■ EXERCISE REQUIREMENTS
Produce a verbatim transcription of all records.

■ DATA LISTING
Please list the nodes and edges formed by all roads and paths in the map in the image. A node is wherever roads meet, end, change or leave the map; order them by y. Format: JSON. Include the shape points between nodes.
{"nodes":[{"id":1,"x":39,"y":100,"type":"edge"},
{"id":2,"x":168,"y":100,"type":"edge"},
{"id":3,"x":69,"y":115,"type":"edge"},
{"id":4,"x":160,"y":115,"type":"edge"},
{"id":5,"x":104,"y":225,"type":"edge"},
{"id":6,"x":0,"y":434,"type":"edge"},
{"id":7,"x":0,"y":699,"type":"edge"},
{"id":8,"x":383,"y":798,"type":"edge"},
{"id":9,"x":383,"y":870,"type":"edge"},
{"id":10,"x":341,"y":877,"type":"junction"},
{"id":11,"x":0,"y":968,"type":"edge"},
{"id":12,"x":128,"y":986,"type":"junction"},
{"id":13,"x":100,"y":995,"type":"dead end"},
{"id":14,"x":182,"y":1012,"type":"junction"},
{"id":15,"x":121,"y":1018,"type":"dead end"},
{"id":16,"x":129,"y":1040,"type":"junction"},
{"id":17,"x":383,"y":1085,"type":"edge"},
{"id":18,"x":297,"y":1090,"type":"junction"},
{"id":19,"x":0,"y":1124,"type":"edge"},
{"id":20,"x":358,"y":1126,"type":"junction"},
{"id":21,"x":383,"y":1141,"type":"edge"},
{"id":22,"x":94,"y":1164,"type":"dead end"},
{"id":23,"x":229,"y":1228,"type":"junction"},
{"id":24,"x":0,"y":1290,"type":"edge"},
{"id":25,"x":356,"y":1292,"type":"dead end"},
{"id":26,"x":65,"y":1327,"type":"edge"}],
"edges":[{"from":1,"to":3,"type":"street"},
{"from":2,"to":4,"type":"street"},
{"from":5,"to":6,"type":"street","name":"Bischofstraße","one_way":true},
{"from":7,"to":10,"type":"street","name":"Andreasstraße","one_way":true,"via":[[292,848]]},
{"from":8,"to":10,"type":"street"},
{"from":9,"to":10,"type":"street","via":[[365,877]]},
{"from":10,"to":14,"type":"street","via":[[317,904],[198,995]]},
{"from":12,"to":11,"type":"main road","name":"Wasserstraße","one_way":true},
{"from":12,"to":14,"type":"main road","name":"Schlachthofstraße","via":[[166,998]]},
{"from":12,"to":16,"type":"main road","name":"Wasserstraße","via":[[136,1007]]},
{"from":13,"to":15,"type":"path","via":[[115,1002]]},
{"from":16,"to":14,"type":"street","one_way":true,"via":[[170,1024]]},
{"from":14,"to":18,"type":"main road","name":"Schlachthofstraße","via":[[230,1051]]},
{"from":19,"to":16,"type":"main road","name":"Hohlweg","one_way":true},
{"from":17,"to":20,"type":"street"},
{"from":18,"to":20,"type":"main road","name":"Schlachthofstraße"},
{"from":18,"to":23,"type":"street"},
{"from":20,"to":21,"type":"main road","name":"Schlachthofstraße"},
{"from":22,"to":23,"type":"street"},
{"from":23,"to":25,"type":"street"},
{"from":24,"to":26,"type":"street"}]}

■ YOUR RESPONSE
Please list the nodes and edges formed by all roads and paths in the map in the image. A node is wherever roads meet, end, change or leave the map; order them by y. Format: JSON. Include the shape points between nodes.
{"nodes":[{"id":1,"x":39,"y":100,"type":"edge"},
{"id":2,"x":168,"y":100,"type":"edge"},
{"id":3,"x":69,"y":115,"type":"edge"},
{"id":4,"x":160,"y":115,"type":"edge"},
{"id":5,"x":104,"y":225,"type":"edge"},
{"id":6,"x":0,"y":434,"type":"edge"},
{"id":7,"x":0,"y":699,"type":"edge"},
{"id":8,"x":383,"y":798,"type":"edge"},
{"id":9,"x":383,"y":870,"type":"edge"},
{"id":10,"x":341,"y":877,"type":"junction"},
{"id":11,"x":0,"y":968,"type":"edge"},
{"id":12,"x":128,"y":986,"type":"junction"},
{"id":13,"x":100,"y":995,"type":"dead end"},
{"id":14,"x":182,"y":1012,"type":"junction"},
{"id":15,"x":121,"y":1018,"type":"dead end"},
{"id":16,"x":129,"y":1040,"type":"junction"},
{"id":17,"x":383,"y":1085,"type":"edge"},
{"id":18,"x":297,"y":1090,"type":"junction"},
{"id":19,"x":0,"y":1124,"type":"edge"},
{"id":20,"x":358,"y":1126,"type":"junction"},
{"id":21,"x":383,"y":1141,"type":"edge"},
{"id":22,"x":94,"y":1164,"type":"dead end"},
{"id":23,"x":229,"y":1228,"type":"junction"},
{"id":24,"x":0,"y":1290,"type":"edge"},
{"id":25,"x":356,"y":1292,"type":"dead end"},
{"id":26,"x":65,"y":1327,"type":"edge"}],
"edges":[{"from":1,"to":3,"type":"street"},
{"from":2,"to":4,"type":"street"},
{"from":5,"to":6,"type":"street","name":"Bischofstraße","one_way":true},
{"from":7,"to":10,"type":"street","name":"Andreasstraße","one_way":true,"via":[[292,848]]},
{"from":8,"to":10,"type":"street"},
{"from":9,"to":10,"type":"street","via":[[365,877]]},
{"from":10,"to":14,"type":"street","via":[[317,904],[198,995]]},
{"from":12,"to":11,"type":"main road","name":"Wasserstraße","one_way":true},
{"from":12,"to":14,"type":"main road","name":"Schlachthofstraße","via":[[166,998]]},
{"from":12,"to":16,"type":"main road","name":"Wasserstraße","via":[[136,1007]]},
{"from":13,"to":15,"type":"path","via":[[115,1002]]},
{"from":16,"to":14,"type":"street","one_way":true,"via":[[170,1024]]},
{"from":14,"to":18,"type":"main road","name":"Schlachthofstraße","via":[[230,1051]]},
{"from":19,"to":16,"type":"main road","name":"Hohlweg","one_way":true},
{"from":17,"to":20,"type":"street"},
{"from":18,"to":20,"type":"main road","name":"Schlachthofstraße"},
{"from":18,"to":23,"type":"street"},
{"from":20,"to":21,"type":"main road","name":"Schlachthofstraße"},
{"from":22,"to":23,"type":"street"},
{"from":23,"to":25,"type":"street"},
{"from":24,"to":26,"type":"street"}]}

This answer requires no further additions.